[Dataset records]
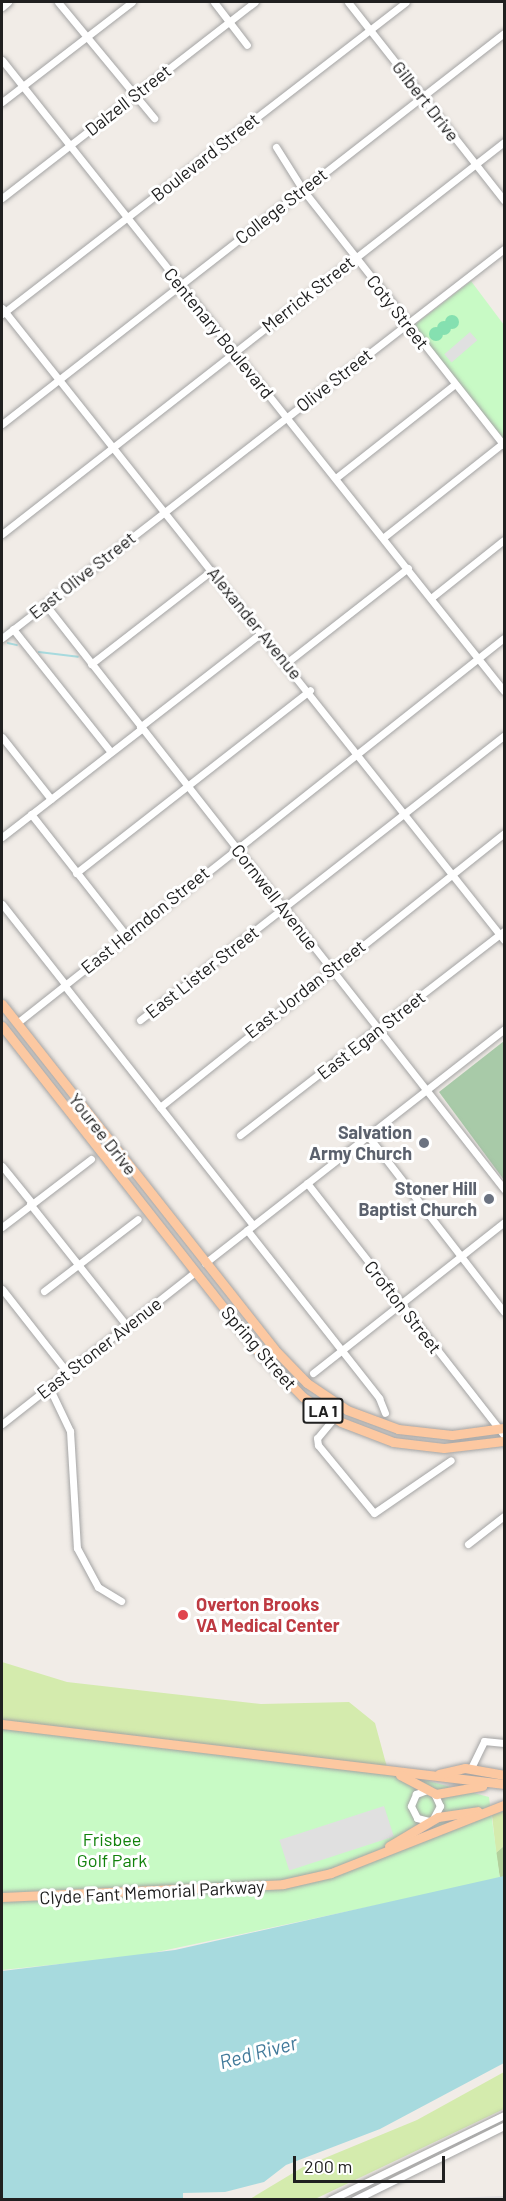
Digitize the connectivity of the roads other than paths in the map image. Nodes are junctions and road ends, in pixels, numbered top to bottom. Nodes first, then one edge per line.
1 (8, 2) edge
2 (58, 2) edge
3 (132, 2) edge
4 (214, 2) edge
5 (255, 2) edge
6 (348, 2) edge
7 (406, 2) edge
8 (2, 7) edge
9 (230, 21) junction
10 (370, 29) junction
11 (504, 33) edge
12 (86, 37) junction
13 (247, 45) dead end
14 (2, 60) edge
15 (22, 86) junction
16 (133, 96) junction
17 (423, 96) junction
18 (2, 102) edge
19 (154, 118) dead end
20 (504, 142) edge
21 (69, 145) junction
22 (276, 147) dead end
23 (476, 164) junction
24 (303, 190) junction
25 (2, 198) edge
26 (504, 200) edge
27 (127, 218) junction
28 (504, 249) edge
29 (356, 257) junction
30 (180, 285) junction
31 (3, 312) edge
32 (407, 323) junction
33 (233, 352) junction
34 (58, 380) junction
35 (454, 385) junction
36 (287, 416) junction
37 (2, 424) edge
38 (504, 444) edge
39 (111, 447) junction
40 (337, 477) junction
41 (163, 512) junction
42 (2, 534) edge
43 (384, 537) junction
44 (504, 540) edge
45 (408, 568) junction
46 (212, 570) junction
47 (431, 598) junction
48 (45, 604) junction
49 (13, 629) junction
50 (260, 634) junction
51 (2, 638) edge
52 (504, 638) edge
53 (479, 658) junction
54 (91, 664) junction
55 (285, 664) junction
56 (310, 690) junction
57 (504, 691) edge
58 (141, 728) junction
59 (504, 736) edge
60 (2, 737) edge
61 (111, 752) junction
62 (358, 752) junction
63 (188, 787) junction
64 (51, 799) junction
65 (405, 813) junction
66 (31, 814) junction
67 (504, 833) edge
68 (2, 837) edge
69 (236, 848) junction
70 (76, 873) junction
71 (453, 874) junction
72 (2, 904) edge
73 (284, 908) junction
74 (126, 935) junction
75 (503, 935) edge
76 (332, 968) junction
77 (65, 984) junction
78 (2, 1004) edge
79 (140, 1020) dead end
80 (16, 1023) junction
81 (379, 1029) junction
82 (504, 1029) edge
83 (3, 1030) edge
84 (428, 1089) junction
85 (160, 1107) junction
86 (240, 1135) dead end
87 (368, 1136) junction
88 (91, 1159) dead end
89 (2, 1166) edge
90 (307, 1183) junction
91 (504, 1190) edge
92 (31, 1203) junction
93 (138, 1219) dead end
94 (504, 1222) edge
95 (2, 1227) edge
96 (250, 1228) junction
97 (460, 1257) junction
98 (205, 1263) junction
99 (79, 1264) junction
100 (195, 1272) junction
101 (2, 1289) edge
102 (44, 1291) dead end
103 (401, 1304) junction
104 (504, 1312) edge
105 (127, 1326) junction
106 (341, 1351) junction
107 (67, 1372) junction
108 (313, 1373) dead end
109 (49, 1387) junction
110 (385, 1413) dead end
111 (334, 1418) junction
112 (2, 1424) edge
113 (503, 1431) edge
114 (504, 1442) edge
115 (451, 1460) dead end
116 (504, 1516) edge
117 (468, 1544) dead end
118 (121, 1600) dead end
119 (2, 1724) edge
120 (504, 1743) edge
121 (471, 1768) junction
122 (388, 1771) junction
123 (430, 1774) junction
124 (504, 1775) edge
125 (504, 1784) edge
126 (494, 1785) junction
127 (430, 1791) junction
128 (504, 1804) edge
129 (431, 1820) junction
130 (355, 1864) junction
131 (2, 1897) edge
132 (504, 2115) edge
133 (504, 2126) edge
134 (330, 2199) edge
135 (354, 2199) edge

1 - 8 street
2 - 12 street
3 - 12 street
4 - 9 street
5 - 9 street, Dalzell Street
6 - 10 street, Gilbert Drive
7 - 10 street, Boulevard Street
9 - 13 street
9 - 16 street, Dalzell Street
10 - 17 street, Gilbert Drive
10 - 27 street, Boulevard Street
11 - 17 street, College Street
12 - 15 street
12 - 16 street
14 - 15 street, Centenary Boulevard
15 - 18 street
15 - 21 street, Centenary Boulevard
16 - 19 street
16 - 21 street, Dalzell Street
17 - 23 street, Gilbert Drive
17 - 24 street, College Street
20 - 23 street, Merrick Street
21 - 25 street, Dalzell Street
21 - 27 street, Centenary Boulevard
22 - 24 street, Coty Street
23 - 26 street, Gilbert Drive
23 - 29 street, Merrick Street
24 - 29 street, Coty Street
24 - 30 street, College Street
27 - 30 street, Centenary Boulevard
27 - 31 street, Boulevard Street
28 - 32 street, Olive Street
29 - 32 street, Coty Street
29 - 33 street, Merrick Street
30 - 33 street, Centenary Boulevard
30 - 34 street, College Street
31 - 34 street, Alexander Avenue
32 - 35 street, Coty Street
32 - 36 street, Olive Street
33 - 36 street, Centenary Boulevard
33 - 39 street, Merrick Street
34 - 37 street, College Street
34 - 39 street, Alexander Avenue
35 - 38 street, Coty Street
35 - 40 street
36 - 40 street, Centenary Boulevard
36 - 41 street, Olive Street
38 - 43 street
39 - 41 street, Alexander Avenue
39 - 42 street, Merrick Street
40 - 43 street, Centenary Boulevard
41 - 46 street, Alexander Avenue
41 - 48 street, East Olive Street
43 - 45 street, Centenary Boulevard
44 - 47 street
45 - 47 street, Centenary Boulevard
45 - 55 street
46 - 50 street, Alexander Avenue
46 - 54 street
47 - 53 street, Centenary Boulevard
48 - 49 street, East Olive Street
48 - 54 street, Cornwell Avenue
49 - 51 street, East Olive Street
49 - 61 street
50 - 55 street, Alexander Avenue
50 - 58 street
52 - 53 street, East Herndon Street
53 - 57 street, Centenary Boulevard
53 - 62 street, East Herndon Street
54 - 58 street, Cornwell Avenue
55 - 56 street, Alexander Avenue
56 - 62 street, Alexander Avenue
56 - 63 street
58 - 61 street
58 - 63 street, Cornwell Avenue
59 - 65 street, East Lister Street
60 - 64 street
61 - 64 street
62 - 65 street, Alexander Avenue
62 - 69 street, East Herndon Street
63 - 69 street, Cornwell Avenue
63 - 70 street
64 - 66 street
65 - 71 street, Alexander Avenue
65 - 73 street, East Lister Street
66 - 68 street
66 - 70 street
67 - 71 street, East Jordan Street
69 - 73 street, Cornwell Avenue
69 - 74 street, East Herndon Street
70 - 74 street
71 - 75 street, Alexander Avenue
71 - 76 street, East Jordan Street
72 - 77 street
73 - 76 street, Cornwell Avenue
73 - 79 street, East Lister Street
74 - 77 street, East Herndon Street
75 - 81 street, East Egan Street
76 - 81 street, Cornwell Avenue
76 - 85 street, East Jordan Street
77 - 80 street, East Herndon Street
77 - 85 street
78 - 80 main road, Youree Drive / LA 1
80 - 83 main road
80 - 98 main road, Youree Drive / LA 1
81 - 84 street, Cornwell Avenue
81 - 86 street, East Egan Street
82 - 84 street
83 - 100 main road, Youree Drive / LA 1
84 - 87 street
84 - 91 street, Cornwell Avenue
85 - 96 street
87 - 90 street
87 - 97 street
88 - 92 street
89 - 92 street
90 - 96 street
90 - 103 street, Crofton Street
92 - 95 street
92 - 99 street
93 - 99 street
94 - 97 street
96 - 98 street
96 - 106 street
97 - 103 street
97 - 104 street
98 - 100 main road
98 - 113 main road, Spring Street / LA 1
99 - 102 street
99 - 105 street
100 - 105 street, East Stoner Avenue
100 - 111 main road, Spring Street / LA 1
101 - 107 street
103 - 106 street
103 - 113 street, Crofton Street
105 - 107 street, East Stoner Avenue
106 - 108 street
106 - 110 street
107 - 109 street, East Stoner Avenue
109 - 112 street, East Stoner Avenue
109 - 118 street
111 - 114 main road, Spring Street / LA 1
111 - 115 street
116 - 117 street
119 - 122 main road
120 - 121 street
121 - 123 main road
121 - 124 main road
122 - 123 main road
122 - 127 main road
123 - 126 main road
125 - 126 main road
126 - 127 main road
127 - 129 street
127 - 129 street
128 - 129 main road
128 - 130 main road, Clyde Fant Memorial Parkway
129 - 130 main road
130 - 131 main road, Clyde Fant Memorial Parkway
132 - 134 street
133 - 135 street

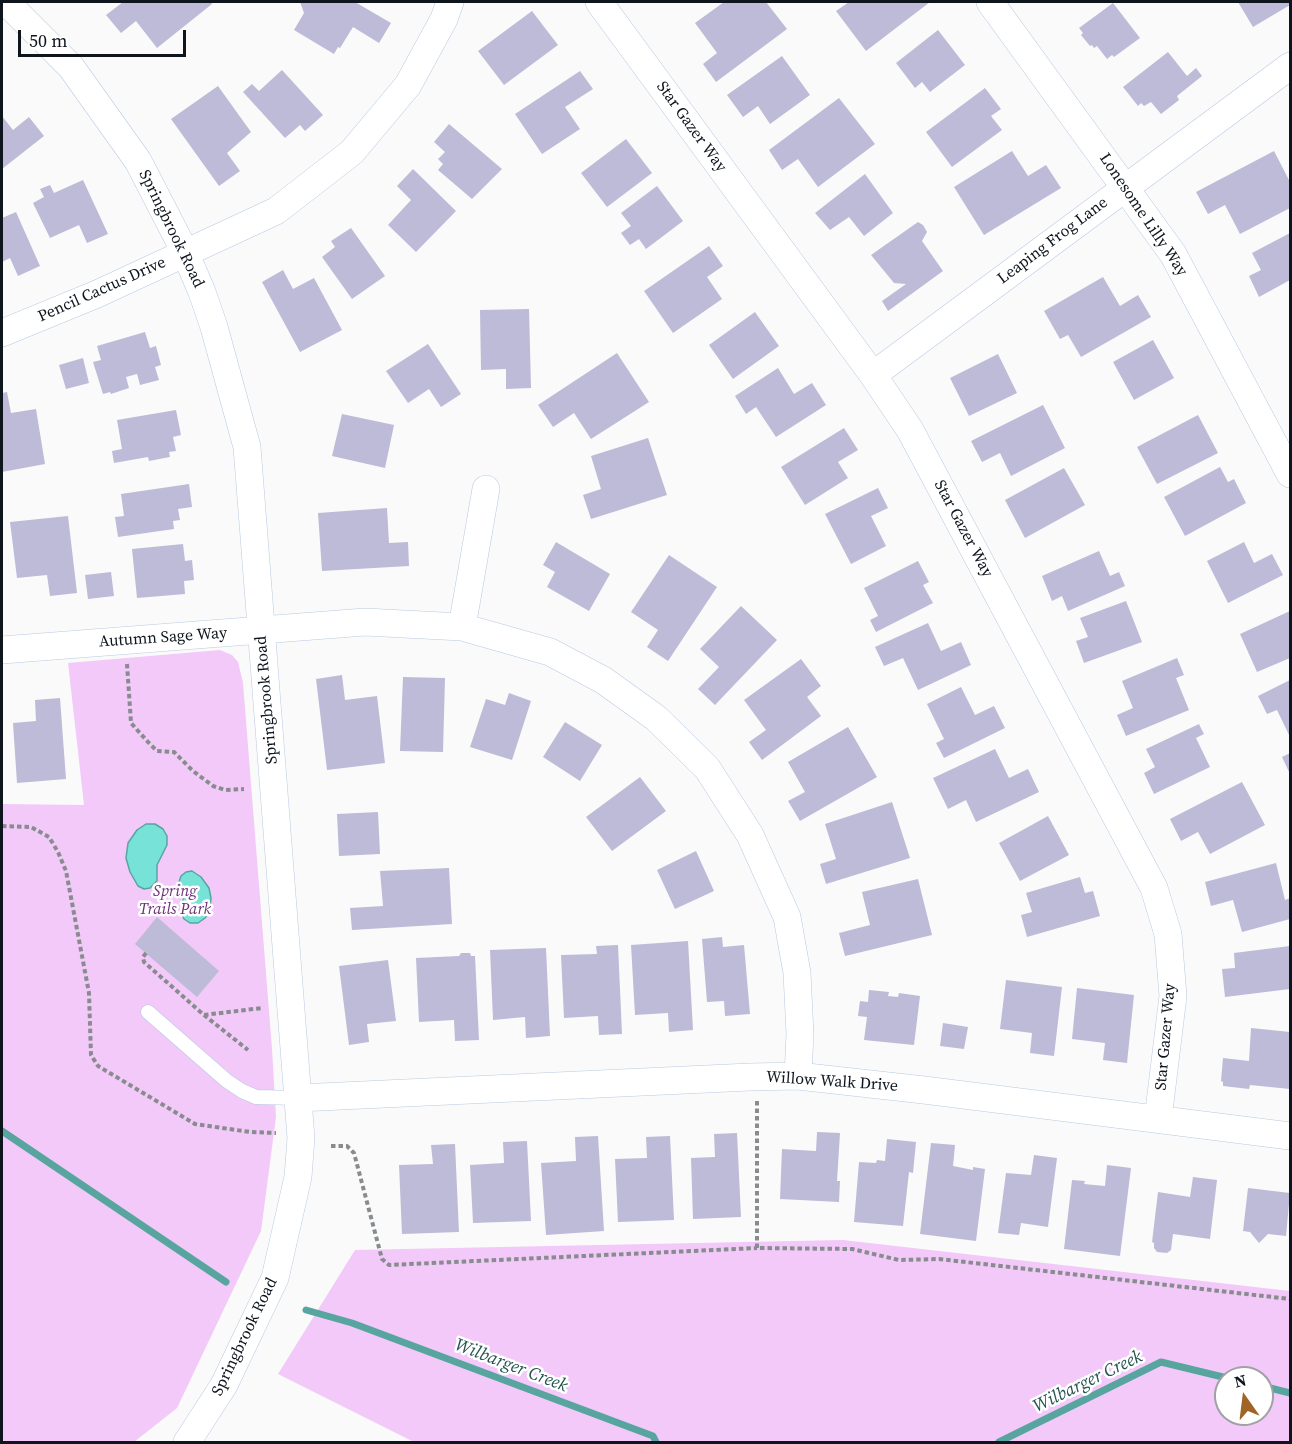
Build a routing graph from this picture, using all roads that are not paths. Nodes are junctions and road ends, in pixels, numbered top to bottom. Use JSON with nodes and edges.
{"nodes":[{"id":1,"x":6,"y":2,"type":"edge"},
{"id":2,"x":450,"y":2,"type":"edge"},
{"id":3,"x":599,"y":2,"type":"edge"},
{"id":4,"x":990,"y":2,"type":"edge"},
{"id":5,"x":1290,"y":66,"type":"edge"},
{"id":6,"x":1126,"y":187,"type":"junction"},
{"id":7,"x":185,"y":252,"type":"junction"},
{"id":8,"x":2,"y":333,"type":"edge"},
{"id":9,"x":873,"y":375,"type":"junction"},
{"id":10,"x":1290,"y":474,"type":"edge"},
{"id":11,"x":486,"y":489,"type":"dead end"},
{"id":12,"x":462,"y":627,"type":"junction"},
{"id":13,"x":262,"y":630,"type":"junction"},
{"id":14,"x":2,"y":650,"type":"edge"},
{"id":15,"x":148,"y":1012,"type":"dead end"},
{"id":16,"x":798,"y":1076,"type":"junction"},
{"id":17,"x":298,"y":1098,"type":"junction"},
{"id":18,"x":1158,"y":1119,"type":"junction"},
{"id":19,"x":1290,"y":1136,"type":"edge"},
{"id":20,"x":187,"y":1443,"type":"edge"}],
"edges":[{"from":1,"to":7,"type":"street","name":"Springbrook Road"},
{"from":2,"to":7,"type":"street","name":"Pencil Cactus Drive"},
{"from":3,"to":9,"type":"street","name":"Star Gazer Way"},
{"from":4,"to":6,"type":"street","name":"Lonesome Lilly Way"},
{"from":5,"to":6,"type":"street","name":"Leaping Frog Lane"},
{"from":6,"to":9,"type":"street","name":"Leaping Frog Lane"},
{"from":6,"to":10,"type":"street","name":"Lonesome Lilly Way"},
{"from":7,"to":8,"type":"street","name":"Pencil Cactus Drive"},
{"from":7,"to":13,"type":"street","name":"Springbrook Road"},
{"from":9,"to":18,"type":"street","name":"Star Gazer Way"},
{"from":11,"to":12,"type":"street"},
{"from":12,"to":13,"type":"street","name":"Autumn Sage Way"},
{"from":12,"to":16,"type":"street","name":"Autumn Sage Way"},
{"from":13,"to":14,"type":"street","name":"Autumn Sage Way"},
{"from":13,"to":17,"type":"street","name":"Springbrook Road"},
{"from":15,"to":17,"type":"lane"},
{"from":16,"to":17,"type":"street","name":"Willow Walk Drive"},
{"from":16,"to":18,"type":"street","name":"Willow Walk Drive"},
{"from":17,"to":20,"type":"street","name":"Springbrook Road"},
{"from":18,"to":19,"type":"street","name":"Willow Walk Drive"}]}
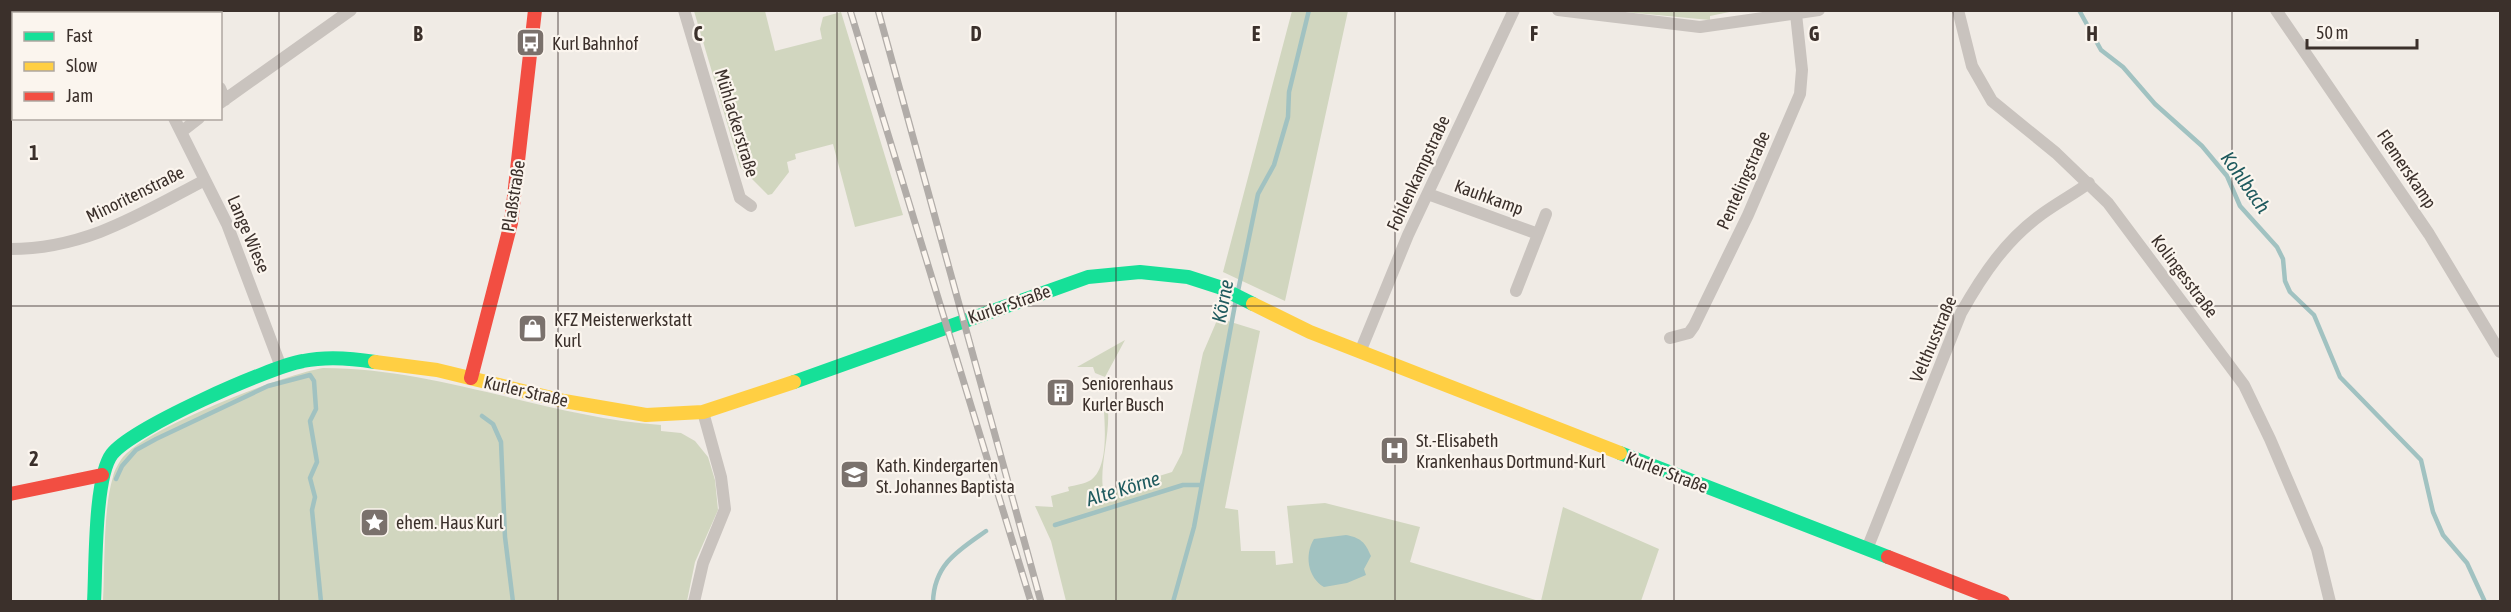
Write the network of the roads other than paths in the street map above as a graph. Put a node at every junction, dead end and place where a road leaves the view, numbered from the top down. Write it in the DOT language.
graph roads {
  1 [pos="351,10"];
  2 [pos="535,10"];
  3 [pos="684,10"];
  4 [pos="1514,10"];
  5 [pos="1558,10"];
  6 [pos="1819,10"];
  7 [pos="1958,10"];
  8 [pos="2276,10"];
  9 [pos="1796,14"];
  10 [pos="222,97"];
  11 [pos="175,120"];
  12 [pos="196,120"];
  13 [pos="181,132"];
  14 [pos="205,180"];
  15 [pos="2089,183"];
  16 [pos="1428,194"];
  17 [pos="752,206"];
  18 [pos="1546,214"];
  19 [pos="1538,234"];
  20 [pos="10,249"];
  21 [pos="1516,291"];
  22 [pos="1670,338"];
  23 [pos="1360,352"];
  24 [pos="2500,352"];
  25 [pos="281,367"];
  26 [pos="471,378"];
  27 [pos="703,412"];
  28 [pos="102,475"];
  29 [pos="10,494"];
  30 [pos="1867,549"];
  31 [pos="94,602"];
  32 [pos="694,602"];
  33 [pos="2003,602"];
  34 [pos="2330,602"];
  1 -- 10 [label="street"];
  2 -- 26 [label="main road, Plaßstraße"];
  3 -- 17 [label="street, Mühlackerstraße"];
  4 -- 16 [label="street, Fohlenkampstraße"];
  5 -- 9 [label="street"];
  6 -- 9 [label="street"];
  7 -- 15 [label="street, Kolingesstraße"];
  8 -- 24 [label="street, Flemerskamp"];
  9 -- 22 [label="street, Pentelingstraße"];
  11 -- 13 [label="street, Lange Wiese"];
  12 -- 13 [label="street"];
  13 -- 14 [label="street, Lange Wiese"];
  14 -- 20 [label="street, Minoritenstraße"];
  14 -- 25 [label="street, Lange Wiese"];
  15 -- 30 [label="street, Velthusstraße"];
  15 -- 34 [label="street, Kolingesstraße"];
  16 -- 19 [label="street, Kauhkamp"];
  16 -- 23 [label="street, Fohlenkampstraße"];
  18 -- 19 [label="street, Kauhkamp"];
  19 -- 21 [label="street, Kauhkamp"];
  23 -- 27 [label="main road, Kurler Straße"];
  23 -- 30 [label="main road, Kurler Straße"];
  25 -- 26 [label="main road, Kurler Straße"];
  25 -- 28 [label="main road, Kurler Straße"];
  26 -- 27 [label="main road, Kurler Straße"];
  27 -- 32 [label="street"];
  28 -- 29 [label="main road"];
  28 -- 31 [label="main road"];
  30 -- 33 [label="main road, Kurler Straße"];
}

• [PROBLEM DETAILS]:
Provide the number of lines in the entries that include "Sage", and no other text.

• [SOLUTION FOR THIS PROBLEM]:
3